• **Data excerpts**:
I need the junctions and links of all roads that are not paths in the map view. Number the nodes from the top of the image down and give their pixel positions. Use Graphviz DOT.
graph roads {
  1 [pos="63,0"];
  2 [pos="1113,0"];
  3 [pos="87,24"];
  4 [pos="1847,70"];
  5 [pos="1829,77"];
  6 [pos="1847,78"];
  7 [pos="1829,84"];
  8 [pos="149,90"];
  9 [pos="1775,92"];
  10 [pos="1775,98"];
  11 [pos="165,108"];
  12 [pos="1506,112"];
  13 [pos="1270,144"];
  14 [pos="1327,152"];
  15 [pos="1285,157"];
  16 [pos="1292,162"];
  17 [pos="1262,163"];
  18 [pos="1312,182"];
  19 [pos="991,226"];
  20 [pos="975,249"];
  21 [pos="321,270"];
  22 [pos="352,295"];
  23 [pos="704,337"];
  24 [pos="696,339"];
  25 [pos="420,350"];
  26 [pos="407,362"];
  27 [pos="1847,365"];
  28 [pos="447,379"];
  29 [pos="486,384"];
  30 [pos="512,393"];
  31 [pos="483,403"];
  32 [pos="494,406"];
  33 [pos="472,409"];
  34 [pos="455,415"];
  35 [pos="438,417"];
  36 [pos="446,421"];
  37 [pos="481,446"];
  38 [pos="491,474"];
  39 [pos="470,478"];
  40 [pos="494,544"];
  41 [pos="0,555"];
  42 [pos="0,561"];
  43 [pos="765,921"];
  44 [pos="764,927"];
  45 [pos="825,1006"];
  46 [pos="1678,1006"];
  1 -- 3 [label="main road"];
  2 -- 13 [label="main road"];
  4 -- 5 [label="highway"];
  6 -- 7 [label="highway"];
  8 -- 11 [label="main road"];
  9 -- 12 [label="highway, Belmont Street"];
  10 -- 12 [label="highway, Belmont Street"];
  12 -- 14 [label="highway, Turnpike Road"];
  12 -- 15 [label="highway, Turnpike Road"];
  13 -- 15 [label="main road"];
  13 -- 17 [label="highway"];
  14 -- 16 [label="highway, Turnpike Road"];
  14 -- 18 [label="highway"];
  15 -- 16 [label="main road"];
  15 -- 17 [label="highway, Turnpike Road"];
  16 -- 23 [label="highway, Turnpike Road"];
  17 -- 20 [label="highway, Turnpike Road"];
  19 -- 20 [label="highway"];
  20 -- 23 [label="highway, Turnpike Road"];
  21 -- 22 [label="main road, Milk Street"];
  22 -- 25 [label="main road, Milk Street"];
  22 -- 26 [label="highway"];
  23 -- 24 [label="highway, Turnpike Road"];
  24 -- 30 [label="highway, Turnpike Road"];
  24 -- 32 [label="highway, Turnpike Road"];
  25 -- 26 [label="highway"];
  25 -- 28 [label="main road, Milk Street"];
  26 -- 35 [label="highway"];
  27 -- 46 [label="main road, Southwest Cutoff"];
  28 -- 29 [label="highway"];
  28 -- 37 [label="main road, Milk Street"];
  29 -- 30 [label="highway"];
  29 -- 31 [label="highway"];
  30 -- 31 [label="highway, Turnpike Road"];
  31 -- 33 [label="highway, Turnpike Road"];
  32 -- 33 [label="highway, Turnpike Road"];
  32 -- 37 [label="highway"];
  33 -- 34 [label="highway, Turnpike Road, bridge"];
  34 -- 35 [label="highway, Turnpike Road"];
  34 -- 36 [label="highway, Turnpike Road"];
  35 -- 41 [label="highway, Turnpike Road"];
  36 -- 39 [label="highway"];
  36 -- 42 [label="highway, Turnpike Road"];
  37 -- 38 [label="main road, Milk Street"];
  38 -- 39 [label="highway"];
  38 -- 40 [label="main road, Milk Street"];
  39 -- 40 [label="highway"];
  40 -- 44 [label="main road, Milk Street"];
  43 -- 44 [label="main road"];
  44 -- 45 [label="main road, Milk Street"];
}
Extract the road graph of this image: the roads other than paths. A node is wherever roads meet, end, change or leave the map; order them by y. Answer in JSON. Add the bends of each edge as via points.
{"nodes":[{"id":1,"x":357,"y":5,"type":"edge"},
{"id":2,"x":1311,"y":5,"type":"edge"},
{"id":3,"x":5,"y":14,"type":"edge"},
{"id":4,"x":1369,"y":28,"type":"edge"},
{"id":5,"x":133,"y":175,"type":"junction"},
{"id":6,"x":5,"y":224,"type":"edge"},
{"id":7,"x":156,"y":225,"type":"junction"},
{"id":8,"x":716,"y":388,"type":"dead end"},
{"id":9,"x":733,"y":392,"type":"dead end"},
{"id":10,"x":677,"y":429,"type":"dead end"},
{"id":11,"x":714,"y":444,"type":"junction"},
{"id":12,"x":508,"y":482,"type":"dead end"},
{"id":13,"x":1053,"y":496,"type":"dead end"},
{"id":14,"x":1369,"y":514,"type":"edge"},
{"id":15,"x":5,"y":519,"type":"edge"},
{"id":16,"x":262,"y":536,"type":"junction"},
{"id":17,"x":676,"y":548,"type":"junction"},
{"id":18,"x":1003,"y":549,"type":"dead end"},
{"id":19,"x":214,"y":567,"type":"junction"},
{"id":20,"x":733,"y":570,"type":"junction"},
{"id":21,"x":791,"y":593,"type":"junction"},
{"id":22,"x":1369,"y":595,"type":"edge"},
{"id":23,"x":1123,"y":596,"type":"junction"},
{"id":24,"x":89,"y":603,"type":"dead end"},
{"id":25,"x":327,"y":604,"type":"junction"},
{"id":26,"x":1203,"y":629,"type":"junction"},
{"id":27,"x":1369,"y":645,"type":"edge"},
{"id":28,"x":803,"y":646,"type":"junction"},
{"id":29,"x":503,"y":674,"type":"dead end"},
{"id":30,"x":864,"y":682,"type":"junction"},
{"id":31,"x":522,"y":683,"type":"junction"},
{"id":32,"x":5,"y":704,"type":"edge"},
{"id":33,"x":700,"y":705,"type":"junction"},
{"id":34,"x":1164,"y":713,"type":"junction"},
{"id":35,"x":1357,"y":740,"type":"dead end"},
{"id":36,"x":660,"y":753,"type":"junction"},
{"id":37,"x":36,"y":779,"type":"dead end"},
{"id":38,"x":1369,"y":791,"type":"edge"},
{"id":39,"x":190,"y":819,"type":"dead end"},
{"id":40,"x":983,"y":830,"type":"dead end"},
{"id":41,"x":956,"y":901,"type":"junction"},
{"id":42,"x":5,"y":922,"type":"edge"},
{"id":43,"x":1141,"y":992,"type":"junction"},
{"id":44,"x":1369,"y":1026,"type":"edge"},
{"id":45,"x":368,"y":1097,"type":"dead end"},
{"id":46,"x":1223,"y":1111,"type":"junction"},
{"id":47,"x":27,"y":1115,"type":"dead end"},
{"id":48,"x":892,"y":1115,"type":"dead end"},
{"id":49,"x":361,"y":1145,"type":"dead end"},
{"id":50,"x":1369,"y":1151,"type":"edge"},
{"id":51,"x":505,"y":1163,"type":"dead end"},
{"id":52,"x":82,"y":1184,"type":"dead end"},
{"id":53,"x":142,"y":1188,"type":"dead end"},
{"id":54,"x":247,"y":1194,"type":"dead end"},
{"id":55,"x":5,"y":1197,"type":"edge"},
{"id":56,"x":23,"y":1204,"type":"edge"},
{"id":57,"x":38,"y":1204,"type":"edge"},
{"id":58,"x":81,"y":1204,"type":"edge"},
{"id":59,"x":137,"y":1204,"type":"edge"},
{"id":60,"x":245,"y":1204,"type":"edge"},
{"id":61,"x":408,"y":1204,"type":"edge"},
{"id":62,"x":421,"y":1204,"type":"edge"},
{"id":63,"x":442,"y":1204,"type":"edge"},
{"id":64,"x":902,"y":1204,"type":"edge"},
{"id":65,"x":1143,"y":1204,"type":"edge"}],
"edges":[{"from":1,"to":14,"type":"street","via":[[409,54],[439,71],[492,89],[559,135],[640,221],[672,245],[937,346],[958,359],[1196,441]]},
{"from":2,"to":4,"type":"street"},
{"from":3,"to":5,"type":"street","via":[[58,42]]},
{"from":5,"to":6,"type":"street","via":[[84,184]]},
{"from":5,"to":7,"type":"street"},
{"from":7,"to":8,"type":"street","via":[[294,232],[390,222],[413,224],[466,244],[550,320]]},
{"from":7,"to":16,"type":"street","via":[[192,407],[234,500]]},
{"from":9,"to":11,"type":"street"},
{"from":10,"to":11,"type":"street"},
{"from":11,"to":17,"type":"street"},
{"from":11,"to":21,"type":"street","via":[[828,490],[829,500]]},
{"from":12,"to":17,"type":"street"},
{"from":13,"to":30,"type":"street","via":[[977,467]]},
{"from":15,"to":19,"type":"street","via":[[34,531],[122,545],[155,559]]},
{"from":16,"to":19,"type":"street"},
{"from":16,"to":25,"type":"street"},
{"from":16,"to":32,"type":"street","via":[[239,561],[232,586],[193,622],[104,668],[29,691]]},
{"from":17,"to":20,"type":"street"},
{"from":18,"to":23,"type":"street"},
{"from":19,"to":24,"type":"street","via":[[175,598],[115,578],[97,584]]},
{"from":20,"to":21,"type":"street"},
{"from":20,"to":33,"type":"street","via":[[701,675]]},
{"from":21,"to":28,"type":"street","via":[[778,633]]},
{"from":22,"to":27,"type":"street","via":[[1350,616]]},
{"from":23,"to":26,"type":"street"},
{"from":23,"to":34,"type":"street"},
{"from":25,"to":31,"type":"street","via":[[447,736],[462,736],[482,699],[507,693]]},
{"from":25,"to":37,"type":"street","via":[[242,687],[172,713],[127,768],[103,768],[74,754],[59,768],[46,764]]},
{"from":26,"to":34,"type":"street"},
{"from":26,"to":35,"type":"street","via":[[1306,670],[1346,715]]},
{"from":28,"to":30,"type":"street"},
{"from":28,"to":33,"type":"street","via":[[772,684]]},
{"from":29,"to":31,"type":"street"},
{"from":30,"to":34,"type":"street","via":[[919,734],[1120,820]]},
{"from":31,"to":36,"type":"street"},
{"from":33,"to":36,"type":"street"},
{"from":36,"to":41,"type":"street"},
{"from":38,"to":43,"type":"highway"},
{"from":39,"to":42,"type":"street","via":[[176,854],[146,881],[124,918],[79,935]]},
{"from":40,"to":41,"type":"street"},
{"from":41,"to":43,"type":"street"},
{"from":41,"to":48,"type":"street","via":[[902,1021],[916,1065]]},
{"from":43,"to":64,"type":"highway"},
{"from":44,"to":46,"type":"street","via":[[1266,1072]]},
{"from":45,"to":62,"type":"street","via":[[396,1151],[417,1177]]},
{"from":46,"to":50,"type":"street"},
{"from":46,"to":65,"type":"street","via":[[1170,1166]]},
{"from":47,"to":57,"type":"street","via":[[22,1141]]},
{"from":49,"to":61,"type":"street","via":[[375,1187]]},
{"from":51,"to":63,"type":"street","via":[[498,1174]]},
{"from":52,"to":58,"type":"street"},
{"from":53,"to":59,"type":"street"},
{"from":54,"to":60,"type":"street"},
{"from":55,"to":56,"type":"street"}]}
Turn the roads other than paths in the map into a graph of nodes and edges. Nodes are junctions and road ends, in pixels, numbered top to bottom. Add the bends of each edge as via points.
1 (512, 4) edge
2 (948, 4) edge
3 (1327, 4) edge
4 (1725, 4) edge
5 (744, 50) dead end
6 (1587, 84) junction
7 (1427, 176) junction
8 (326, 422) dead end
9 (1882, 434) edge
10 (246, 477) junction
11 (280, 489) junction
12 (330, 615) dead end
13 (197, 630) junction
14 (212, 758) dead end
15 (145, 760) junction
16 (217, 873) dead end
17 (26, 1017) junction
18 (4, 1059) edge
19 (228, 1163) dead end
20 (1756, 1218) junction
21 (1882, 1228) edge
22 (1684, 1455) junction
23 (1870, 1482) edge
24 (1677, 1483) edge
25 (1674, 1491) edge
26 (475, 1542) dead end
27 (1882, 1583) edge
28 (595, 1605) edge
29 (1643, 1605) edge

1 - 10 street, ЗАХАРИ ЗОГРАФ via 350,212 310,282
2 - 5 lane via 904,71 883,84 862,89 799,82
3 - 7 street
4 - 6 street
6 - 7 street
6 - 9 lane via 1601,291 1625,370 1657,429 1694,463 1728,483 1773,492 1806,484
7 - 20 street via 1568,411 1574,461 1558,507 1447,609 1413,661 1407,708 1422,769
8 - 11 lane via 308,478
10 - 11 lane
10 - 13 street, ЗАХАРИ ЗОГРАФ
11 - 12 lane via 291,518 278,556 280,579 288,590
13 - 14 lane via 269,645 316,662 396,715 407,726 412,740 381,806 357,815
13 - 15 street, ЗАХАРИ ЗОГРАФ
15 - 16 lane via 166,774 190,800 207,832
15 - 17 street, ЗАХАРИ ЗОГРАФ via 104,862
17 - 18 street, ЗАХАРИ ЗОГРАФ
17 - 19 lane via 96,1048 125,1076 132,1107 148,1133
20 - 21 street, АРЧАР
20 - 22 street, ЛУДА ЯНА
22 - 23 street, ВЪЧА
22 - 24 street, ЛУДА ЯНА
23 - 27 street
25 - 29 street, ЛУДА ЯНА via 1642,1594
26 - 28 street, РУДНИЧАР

• **Task objective**: Please work out how many lines in the data include "ЗАХАРИ"; write that number only.

• **Solution for this problem**: 5